23 July 2013

483. MS data, part III: generating a matrix by combining several spectra, and plotting it in gnuplot

This post is primarily intended for two particular students. However, the problem it addresses is something that a lot of spectrometrists/scopists who want to take their data presentation to the next level have encountered.

My presumption:
You're running linux.

You've already exported your data as csv files as shown in this post: http://verahill.blogspot.com.au/2013/07/474-exporting-data-from-wsearch32-and.html

In addition, for the specifics in the commands below I will presume that this data is based on a cone voltage sweep from 0 to 300 in 10 volt steps. I thus have a series of files named: 0.csv, 10.csv, 20.csv..190,300.csv.

You should be able to easily customize the approach to e.g. time or concentration dependent data.

Let's get started:
0. Pre-reqs
Make sure you have gawk, sed, xargs, gnuplot, paste, python installed. On debian do
sudo apt-get install gawk sed xargs gnuplot paste python

1. Convert the csv files to dat files
Create the following script and call it csv2dat.sh
#!/bin/bash for e in 0 10 20 30 40 50 60 70 80 90 100 110 120 130 140 150 160 170 180 190 200 210 220 230 240 250 260 270 280 290 300 do tail -n +8 $e.csv | sed 's/\,/\t/g'| gawk '{print $2,$4}' > $e.dat done
and run it
sh csv2dat.sh

If all went well, you'll have a series of tab-separated .dat files which contain the m/z and the relative abundance (not absolute).

2. Extract ALL m/z values from all files
Create a file called homogenize.sh and put the following in it:
#!/bin/bash for e in {0..200..10} {210..300..10} do cat $e.dat | gawk '{print $1}' echo "" done
We'll run the homogenize script (it does nothing of the sort though), and then use the unix tools unique and sort to get rid of all non-unique m/z values, and to sort them in reverse numerical order:
sh homogenize.sh > allmz.dat
uniq allmz.dat temp.dat
sort -gr temp.dat > mz.dat

3. Pad the data with zeroes
Create a file called makelist.py, and put the following in it. Watch out for tab lengths etc.

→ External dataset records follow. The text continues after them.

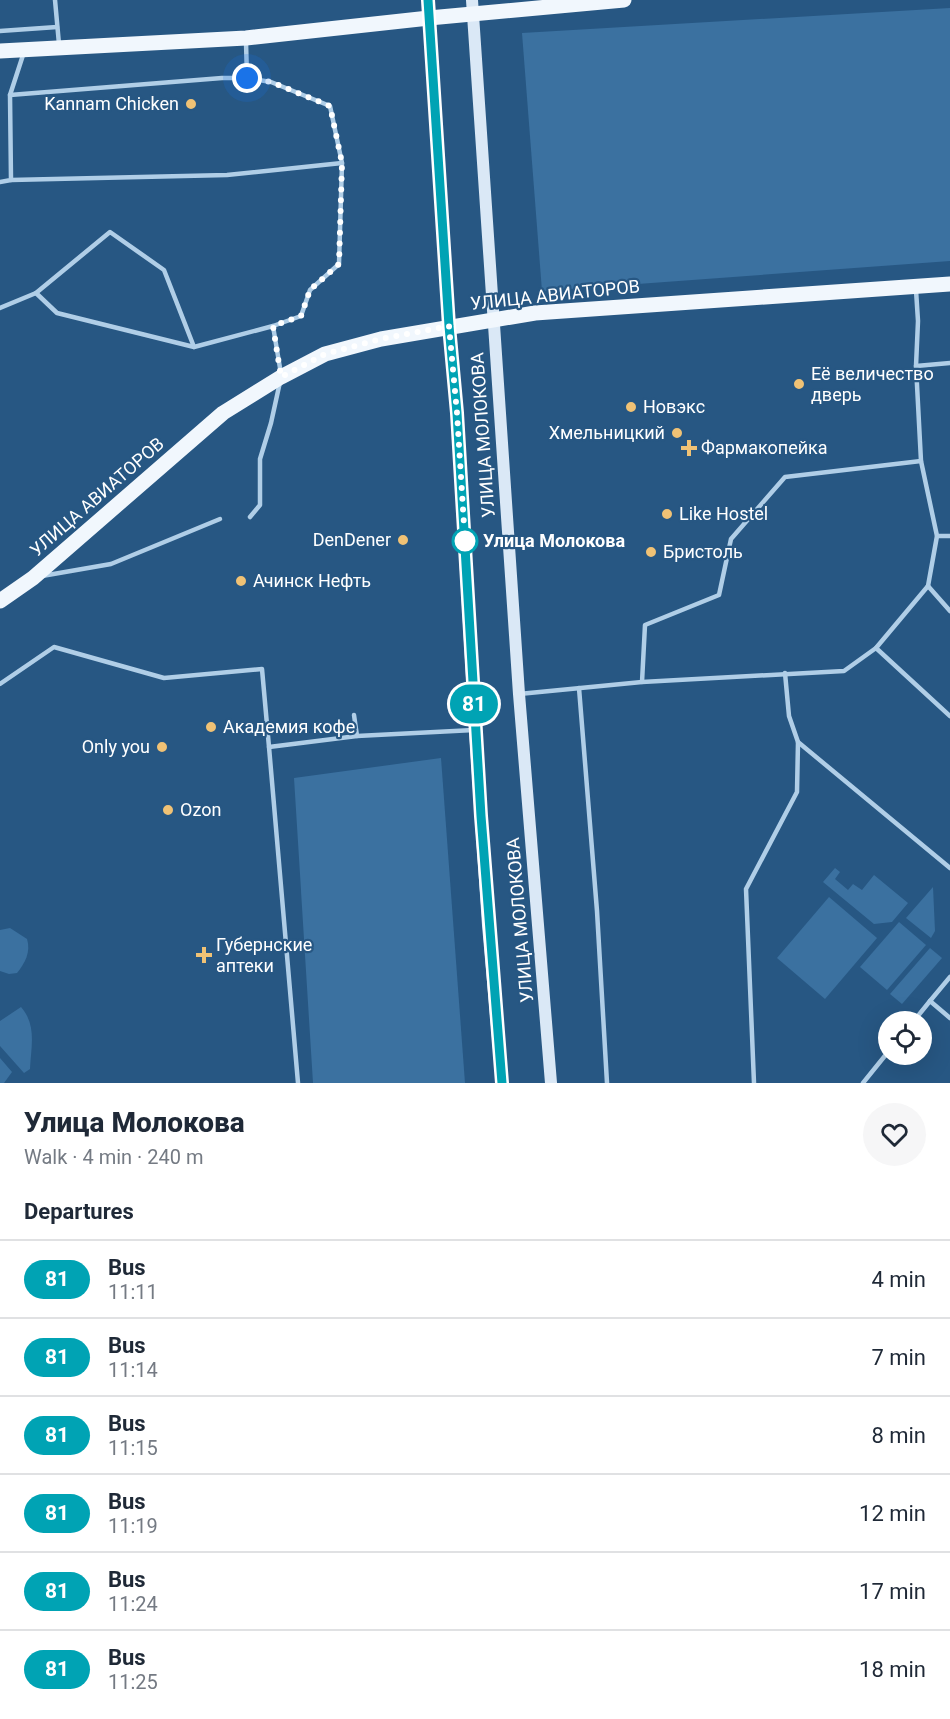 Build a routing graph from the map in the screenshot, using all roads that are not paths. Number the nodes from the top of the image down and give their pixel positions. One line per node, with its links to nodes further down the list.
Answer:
1 (55, 0): 6 (lane)
2 (428, 0): 5 (street, УЛИЦА МОЛОКОВА)
3 (624, 0): 4 (main road)
4 (472, 7): 5 (main road); 21 (street, УЛИЦА МОЛОКОВА)
5 (429, 18): 8 (main road); 23 (street, УЛИЦА МОЛОКОВА)
6 (57, 27): 7 (lane); 9 (lane)
7 (0, 31)
8 (246, 38): 9 (main road); 12 (lane)
9 (59, 47): 10 (main road)
10 (24, 49): 11 (main road); 13 (lane)
11 (0, 51)
12 (247, 78): 13 (lane); 14 (lane)
13 (10, 95): 15 (lane)
14 (342, 163): 15 (lane); 22 (lane)
15 (11, 180): 16 (lane)
16 (0, 182)
17 (950, 284): 18 (main road, УЛИЦА АВИАТОРОВ)
18 (916, 286): 21 (main road, УЛИЦА АВИАТОРОВ); 26 (lane)
19 (36, 293): 20 (lane); 24 (lane); 24 (lane)
20 (0, 308)
21 (493, 321): 23 (main road, УЛИЦА АВИАТОРОВ); 42 (street, УЛИЦА МОЛОКОВА)
22 (273, 326): 24 (lane); 27 (lane)
23 (449, 326): 27 (main road, УЛИЦА АВИАТОРОВ); 45 (street, УЛИЦА МОЛОКОВА)
24 (194, 347)
25 (950, 363): 26 (lane)
26 (916, 366): 28 (lane)
27 (281, 377): 29 (lane); 33 (main road, УЛИЦА АВИАТОРОВ)
28 (921, 461): 31 (lane); 39 (lane)
29 (250, 517)
30 (220, 519): 33 (lane)
31 (937, 536): 32 (lane); 34 (lane)
32 (950, 536)
33 (33, 578): 35 (main road, УЛИЦА АВИАТОРОВ)
34 (928, 586): 36 (lane); 37 (lane)
35 (0, 601)
36 (950, 611)
37 (876, 648): 38 (lane); 44 (lane)
38 (786, 673): 39 (lane); 47 (lane)
39 (642, 682): 41 (lane)
40 (0, 684): 48 (lane)
41 (579, 688): 42 (lane); 58 (lane)
42 (519, 694): 57 (street, УЛИЦА МОЛОКОВА)
43 (354, 715): 46 (lane)
44 (950, 716)
45 (475, 730): 46 (lane); 56 (street, УЛИЦА МОЛОКОВА)
46 (357, 736): 48 (lane)
47 (798, 742): 49 (lane); 59 (lane)
48 (269, 747): 55 (lane)
49 (950, 868)
50 (950, 977): 51 (lane)
51 (930, 1001): 52 (lane); 53 (lane)
52 (922, 1011)
53 (950, 1018)
54 (878, 1064): 60 (lane)
55 (298, 1083)
56 (502, 1083)
57 (551, 1083)
58 (607, 1083)
59 (754, 1083)
60 (863, 1083) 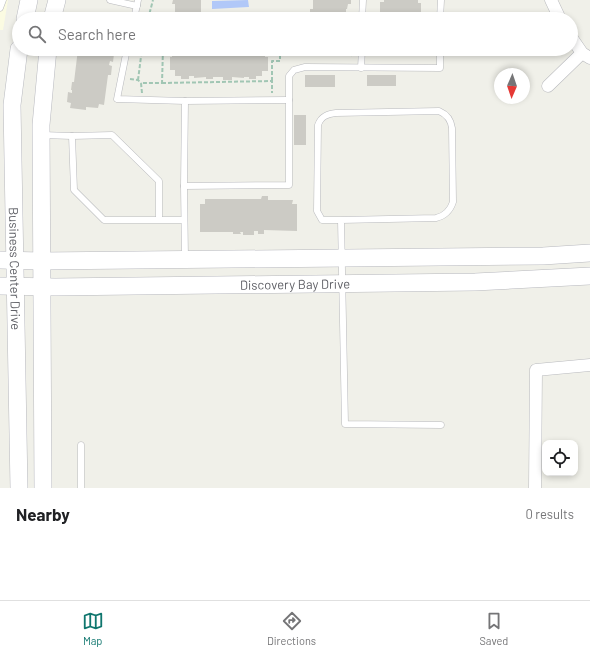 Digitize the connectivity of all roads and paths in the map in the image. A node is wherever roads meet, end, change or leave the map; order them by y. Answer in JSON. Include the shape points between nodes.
{"nodes":[{"id":1,"x":3,"y":0,"type":"edge"},
{"id":2,"x":29,"y":0,"type":"edge"},
{"id":3,"x":57,"y":0,"type":"edge"},
{"id":4,"x":110,"y":0,"type":"edge"},
{"id":5,"x":153,"y":0,"type":"edge"},
{"id":6,"x":363,"y":0,"type":"edge"},
{"id":7,"x":441,"y":0,"type":"edge"},
{"id":8,"x":551,"y":0,"type":"edge"},
{"id":9,"x":138,"y":3,"type":"edge"},
{"id":10,"x":0,"y":8,"type":"edge"},
{"id":11,"x":26,"y":12,"type":"edge"},
{"id":12,"x":54,"y":12,"type":"edge"},
{"id":13,"x":150,"y":12,"type":"edge"},
{"id":14,"x":362,"y":12,"type":"edge"},
{"id":15,"x":440,"y":12,"type":"edge"},
{"id":16,"x":557,"y":12,"type":"edge"},
{"id":17,"x":578,"y":45,"type":"edge"},
{"id":18,"x":586,"y":55,"type":"edge"},
{"id":19,"x":18,"y":56,"type":"edge"},
{"id":20,"x":47,"y":56,"type":"edge"},
{"id":21,"x":126,"y":56,"type":"edge"},
{"id":22,"x":141,"y":56,"type":"edge"},
{"id":23,"x":164,"y":56,"type":"edge"},
{"id":24,"x":280,"y":56,"type":"edge"},
{"id":25,"x":354,"y":56,"type":"edge"},
{"id":26,"x":362,"y":56,"type":"edge"},
{"id":27,"x":440,"y":56,"type":"edge"},
{"id":28,"x":362,"y":60,"type":"junction"},
{"id":29,"x":362,"y":68,"type":"junction"},
{"id":30,"x":121,"y":78,"type":"junction"},
{"id":31,"x":138,"y":80,"type":"junction"},
{"id":32,"x":272,"y":81,"type":"junction"},
{"id":33,"x":141,"y":83,"type":"junction"},
{"id":34,"x":162,"y":83,"type":"junction"},
{"id":35,"x":548,"y":86,"type":"dead end"},
{"id":36,"x":142,"y":100,"type":"junction"},
{"id":37,"x":272,"y":100,"type":"junction"},
{"id":38,"x":289,"y":100,"type":"junction"},
{"id":39,"x":185,"y":101,"type":"junction"},
{"id":40,"x":41,"y":135,"type":"junction"},
{"id":41,"x":72,"y":136,"type":"junction"},
{"id":42,"x":184,"y":186,"type":"junction"},
{"id":43,"x":159,"y":220,"type":"junction"},
{"id":44,"x":184,"y":220,"type":"junction"},
{"id":45,"x":342,"y":220,"type":"junction"},
{"id":46,"x":590,"y":253,"type":"edge"},
{"id":47,"x":341,"y":258,"type":"junction"},
{"id":48,"x":185,"y":259,"type":"junction"},
{"id":49,"x":7,"y":260,"type":"edge"},
{"id":50,"x":41,"y":261,"type":"junction"},
{"id":51,"x":590,"y":276,"type":"edge"},
{"id":52,"x":343,"y":283,"type":"junction"},
{"id":53,"x":8,"y":286,"type":"edge"},
{"id":54,"x":41,"y":287,"type":"junction"},
{"id":55,"x":590,"y":365,"type":"edge"},
{"id":56,"x":441,"y":425,"type":"dead end"},
{"id":57,"x":81,"y":445,"type":"dead end"},
{"id":58,"x":19,"y":488,"type":"edge"},
{"id":59,"x":43,"y":488,"type":"edge"},
{"id":60,"x":81,"y":488,"type":"edge"},
{"id":61,"x":535,"y":488,"type":"edge"}],
"edges":[{"from":1,"to":10,"type":"lane"},
{"from":2,"to":11,"type":"street"},
{"from":3,"to":12,"type":"street"},
{"from":4,"to":9,"type":"lane"},
{"from":5,"to":13,"type":"path"},
{"from":6,"to":14,"type":"lane"},
{"from":7,"to":15,"type":"lane"},
{"from":8,"to":16,"type":"street"},
{"from":17,"to":18,"type":"street"},
{"from":18,"to":35,"type":"street"},
{"from":19,"to":49,"type":"street","name":"Business Center Drive","via":[[12,105]]},
{"from":20,"to":40,"type":"street","name":"Business Center Drive"},
{"from":21,"to":30,"type":"lane"},
{"from":22,"to":31,"type":"path"},
{"from":23,"to":34,"type":"path"},
{"from":24,"to":32,"type":"path","via":[[280,61],[272,61]]},
{"from":25,"to":28,"type":"path"},
{"from":26,"to":28,"type":"lane"},
{"from":27,"to":29,"type":"lane","via":[[440,68]]},
{"from":28,"to":29,"type":"lane"},
{"from":29,"to":38,"type":"lane","via":[[305,67],[294,70],[289,76]]},
{"from":30,"to":31,"type":"path"},
{"from":30,"to":36,"type":"lane","via":[[117,99]]},
{"from":31,"to":33,"type":"path"},
{"from":32,"to":34,"type":"path"},
{"from":32,"to":37,"type":"path"},
{"from":33,"to":34,"type":"path"},
{"from":33,"to":36,"type":"path"},
{"from":36,"to":39,"type":"lane"},
{"from":37,"to":38,"type":"lane"},
{"from":37,"to":39,"type":"lane"},
{"from":38,"to":42,"type":"lane","via":[[289,185]]},
{"from":39,"to":42,"type":"lane"},
{"from":40,"to":41,"type":"lane"},
{"from":40,"to":50,"type":"street","name":"Business Center Drive"},
{"from":41,"to":43,"type":"lane","via":[[112,135],[159,181]]},
{"from":41,"to":43,"type":"lane","via":[[74,190],[104,220]]},
{"from":42,"to":44,"type":"lane"},
{"from":43,"to":44,"type":"lane"},
{"from":44,"to":48,"type":"lane"},
{"from":45,"to":45,"type":"lane","via":[[322,220],[317,211],[319,121],[336,113],[439,111],[446,115],[452,128],[452,202],[449,210],[436,218]]},
{"from":45,"to":47,"type":"lane"},
{"from":46,"to":47,"type":"street","name":"Discovery Bay Drive","via":[[543,256]]},
{"from":47,"to":48,"type":"street","name":"Discovery Bay Drive"},
{"from":47,"to":52,"type":"lane"},
{"from":48,"to":50,"type":"street","name":"Discovery Bay Drive"},
{"from":49,"to":50,"type":"street","name":"Discovery Bay Drive"},
{"from":49,"to":53,"type":"street","name":"Business Center Drive"},
{"from":50,"to":54,"type":"street","name":"Business Center Drive"},
{"from":51,"to":52,"type":"street","name":"Discovery Bay Drive","via":[[475,282]]},
{"from":52,"to":54,"type":"street","name":"Discovery Bay Drive"},
{"from":52,"to":56,"type":"lane","via":[[345,424]]},
{"from":53,"to":54,"type":"street","name":"Discovery Bay Drive"},
{"from":53,"to":58,"type":"street","name":"Business Center Drive"},
{"from":54,"to":59,"type":"street","name":"Business Center Drive"},
{"from":55,"to":61,"type":"street","via":[[536,370]]},
{"from":57,"to":60,"type":"lane"}]} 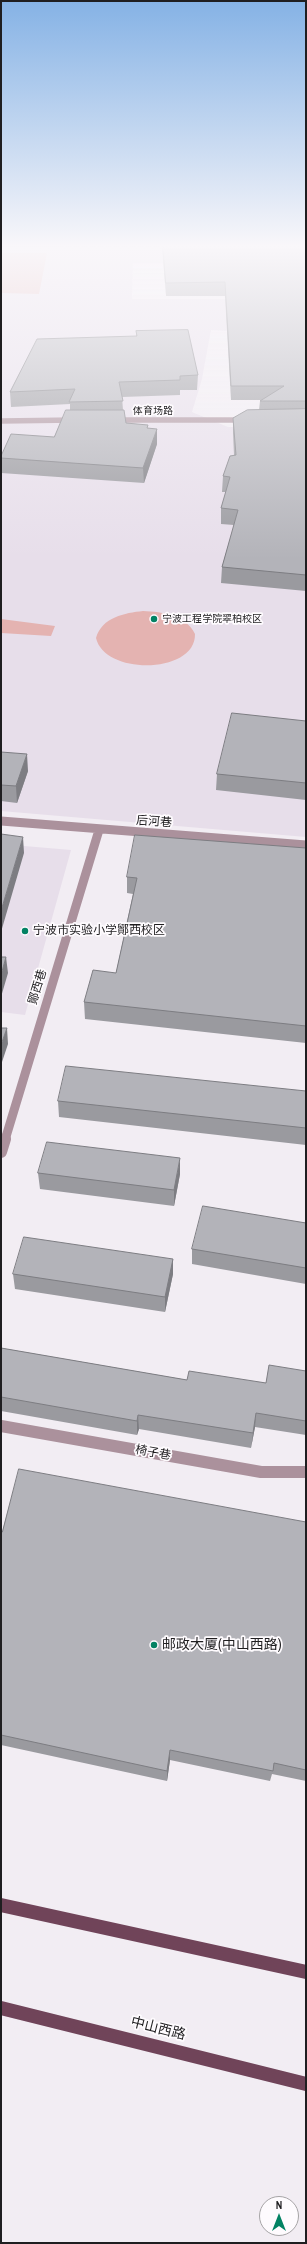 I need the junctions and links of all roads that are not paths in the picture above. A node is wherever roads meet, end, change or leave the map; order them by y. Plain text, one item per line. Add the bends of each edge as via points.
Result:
1 (85, 420) edge
2 (107, 420) edge
3 (254, 420) edge
4 (1, 421) edge
5 (1, 821) edge
6 (99, 830) junction
7 (306, 845) edge
8 (1, 1152) edge
9 (1, 1426) edge
10 (306, 1472) edge
11 (1, 1905) edge
12 (306, 1972) edge
13 (1, 2008) edge
14 (306, 2084) edge

1 - 4 street
2 - 3 street, 体育场路
5 - 6 street, 后河巷
6 - 7 street, 后河巷
6 - 8 street, 鄮西巷
9 - 10 street, 椅子巷 via 261,1472
11 - 12 main road
13 - 14 main road, 中山西路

It's written for python 2.x, and probably won't work under python 3. It was also hacked together from an earlier script which didn't quite work the way I hoped it would.

#!/usr/bin/env python
import sys
from numpy import linspace
infile=sys.argv[1]

f=open(infile,'r')
arr=[]

print "Read %s" %infile
for line in f:
 line=line.rstrip('\n')
 try:
  arr+=[round(float(line),3)]
 except:
  pass
  #print line
f.close

mylist=arr
mylist.sort(reverse=True)

print "Calculating spacing"
spacing=1.0
old=max(mylist)
for i in range(0,len(mylist)):
 if round(abs(old-mylist[i]),3)<spacing and not (abs(old-mylist[i])==0):
  spacing=round(abs(old-mylist[i]),3)  
 old=mylist[i]

values=1+(max(mylist)-min(mylist))/spacing
print "Max, min, resolution: ",max(mylist),min(mylist),spacing
completelist=linspace(max(mylist),min(mylist),values).tolist()
mylist=completelist

voltages=[0,10,20,30,40,50,60,70,80,90,100,110,120,130,140,150,160,170,180,190,200,210,220,230,240,250,260,270,280,290,300]
myys=[0]*len(mylist)

for n in voltages:
 print "voltage: ",n,'\n'
 f=open(str(n)+'.dat','r')
 g=open(str(n)+'pad.dat','w')
 arrx=[]
 arry=[]

 for line in f:
  line=line.rstrip('\n')
  line=line.split(' ')
  try:
   line[0]=round(float(line[0]),3)
   line[1]=float(line[1])
   arrx+=[line[0]]
   arry+=[line[1]]
  except:
   pass

 for i in range(0,len(arrx)-1):
  try:
   myys[mylist.index(arrx[i])]=arry[i]
  except:
   a=0   

 for i in range(0,len(myys)-1):
  g.write(str(myys[i])+'\n')
f.close
g.close

h=open('mz.x','w')

for i in range(0,len(mylist)-1):
 h.write(str(mylist[i])+'\n')
h.close

Run
python makelist.py allmz.dat

Getting 'fail' messages is ok -- most likely it's due to an empty line. You can check that everything worked out by doing e.g.
wc 0pad.dat 220pad.dat

The numbers in the first column should be the same if the files have the same number of lines.

4. Make a matrix
Paste all the ms data side-by-side.
paste 0pad.dat 10pad.dat 20pad.dat 30pad.dat 40pad.dat 50pad.dat 60pad.dat 70pad.dat 80pad.dat 90pad.dat 100pad.dat 110pad.dat 120pad.dat 130pad.dat 140pad.dat 150pad.dat 160pad.dat 170pad.dat 180pad.dat 190pad.dat 200pad.dat 210pad.dat 220pad.dat 230pad.dat 240pad.dat 250pad.dat 260pad.dat 270pad.dat 280pad.dat 290pad.dat 300pad.dat > allpad.dat

5. Rotate the matrix
Create a script called rotate.sh:
gawk ' { for (i=1; i<=NF; i++) { a[NR,i] = $i } } NF>p { p = NF } END { for(j=1; j<=p; j++) { str=a[1,j] for(i=2; i<=NR; i++){ str=str" "a[i,j]; } print str } }' $1
and run
sh rotate.sh allpad.dat > matrix.rot.dat

6. Plot using gnuplot
See the following script for an example. Note that plotting in gnuplot using 'matrix' you don't get the benefit of proper axes labels. Instead we do a bit of on-the-fly maths to get the axes right. Specifically:
using (2999.3-(($1-1)/10)):(($2-1)*10):($3)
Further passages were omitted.